The above graft modification is graft modification of a polymerized resin component by a melting method of reacting a reactive monomer in an extruder in the presence of a radical initiator or a solution method of reacting in a solution.

Examples of the radical initiator include organic peroxides, dihydroaromatics and dicumyl compounds.
Examples of the organic peroxide include hydroperoxide, dicumyl peroxide, t-butylcumyl peroxide, dialkyl (allyl) peroxide, diisopropylbenzene hydroperoxide, dipropionyl peroxide, dioctanoyl peroxide,
Benzoyl peroxide, peroxysuccinic acid, peroxyketal, 2,5-dimethyl-2,5-di (t-butylperoxy) hexyne, 2,5-dimethyl-2,5
-Di (t-butylperoxy) hexane, t-butyloxyacetate, t-butylperoxyisobutyrate and the like are preferably used.
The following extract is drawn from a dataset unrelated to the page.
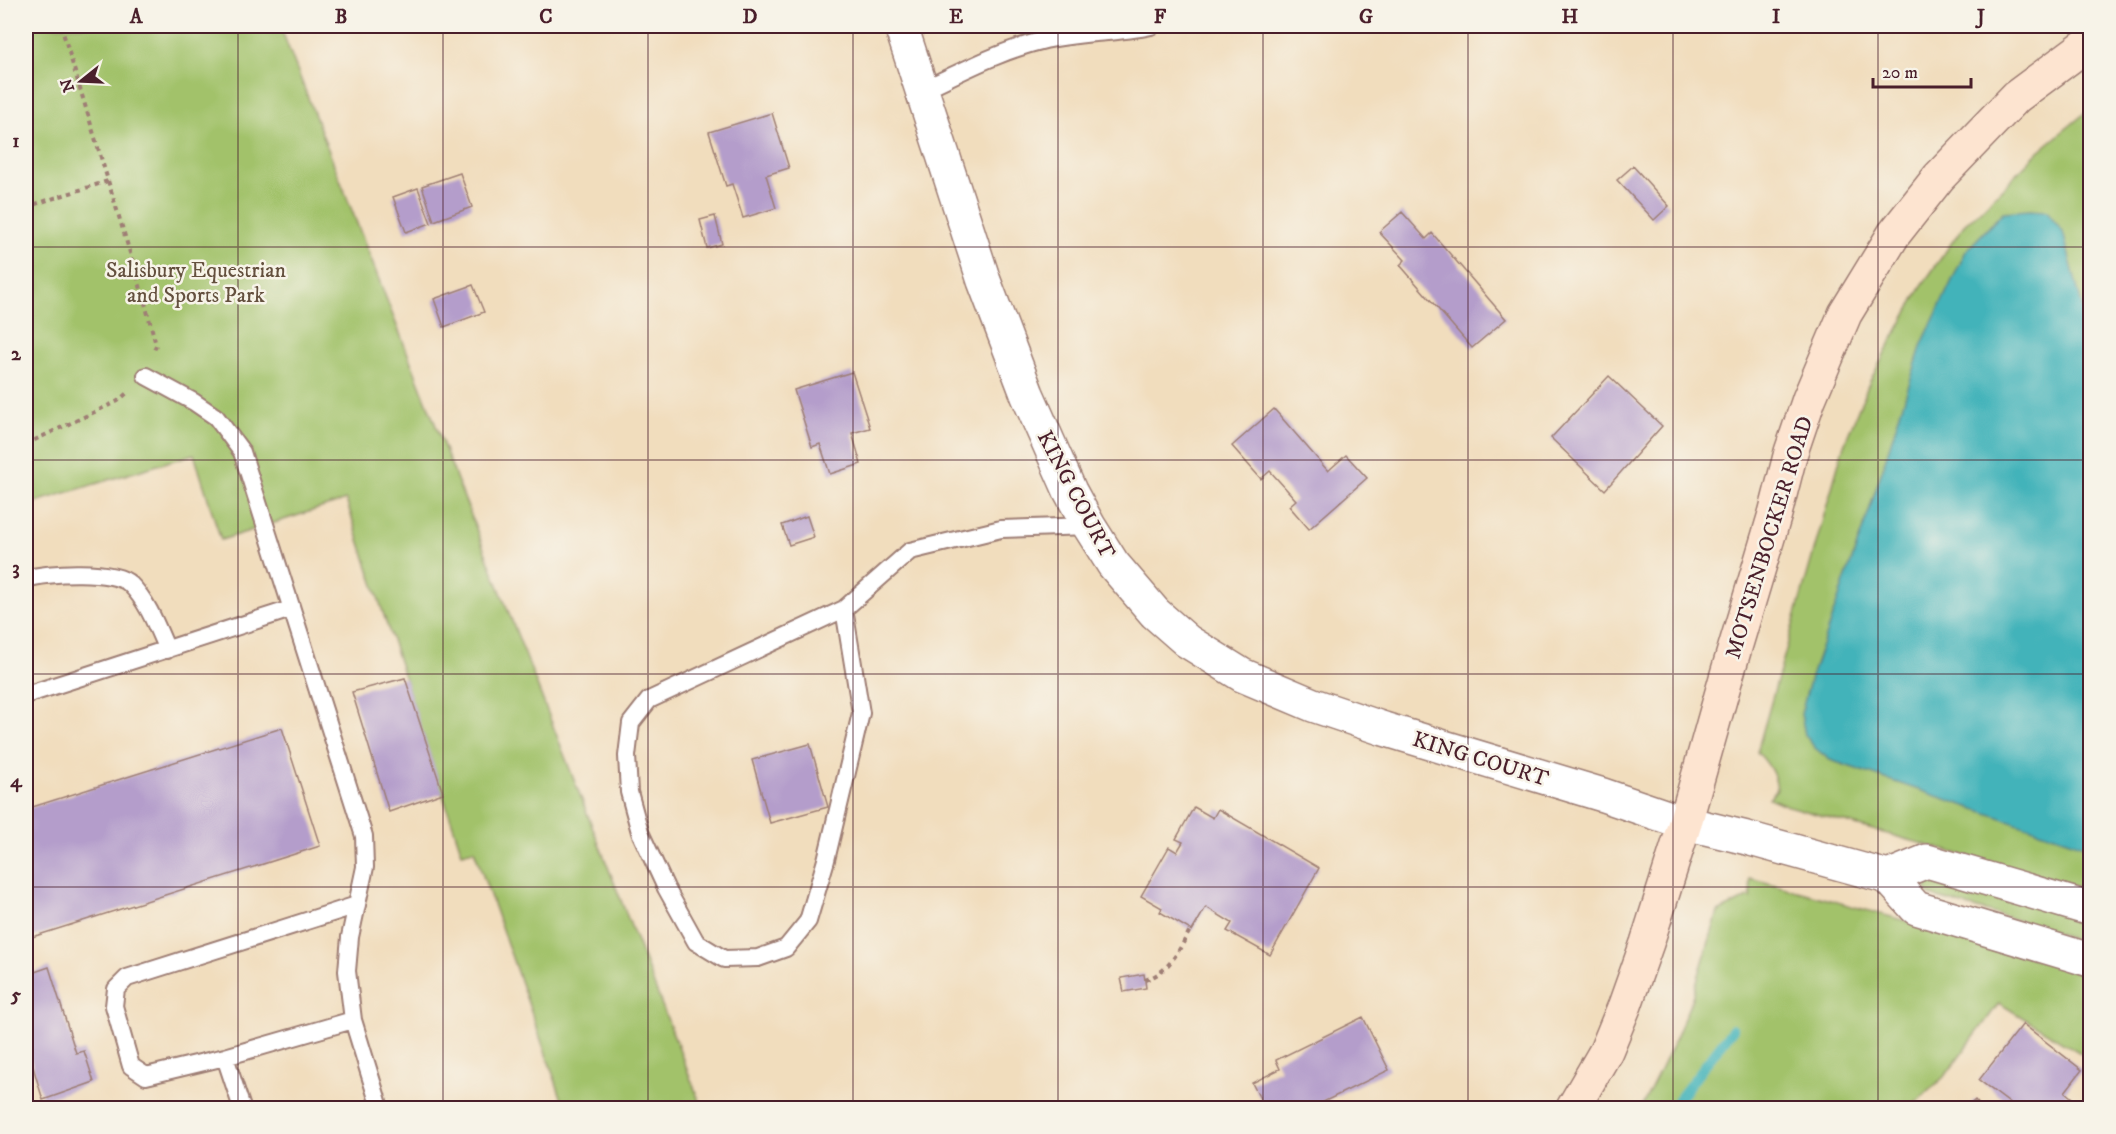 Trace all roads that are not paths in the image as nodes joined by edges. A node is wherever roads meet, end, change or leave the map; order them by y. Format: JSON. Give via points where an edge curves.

As the dihydroaromatic, dihydroquinoline or a derivative thereof, dihydrofuran, 1,2-dihydrobenzene, 1,2-dihydronaphthalene, 9,10-
Dihydrophenanthrene and the like can be mentioned.

Examples of the dicumyl compound include 2,3-dimethyl-2,3-diphenylbutane and 2,3-diethyl-
2,3-diphenylbutane, 2,3-diethyl-2,3
-Di (p-methylphenyl) butane, 2,3-diethyl-2,3-di (p-bromophenyl) butane and the like are exemplified, and 2,3-diethyl-2,3-diphenylbutane is particularly preferably used. .

The monomer used for grafting in the present invention is a monomer having the above-mentioned functional group, that is, a: a carboxylic acid group- or acid anhydride group-containing monomer, b: an ester group-containing monomer, c: a hydroxyl group-containing monomer, d: amino. Group-containing monomer, e: at least one monomer selected from silane group-containing monomers.

Examples of the a-containing carboxylic acid group or acid anhydride group-containing monomer include α, β-unsaturated dicarboxylic acids such as maleic acid, fumaric acid, citraconic acid and itaconic acid, or anhydrides thereof, acrylic acid and methacrylic acid. And unsaturated monocarboxylic acids such as furanic acid, crotonic acid, vinylacetic acid, and pentenoic acid.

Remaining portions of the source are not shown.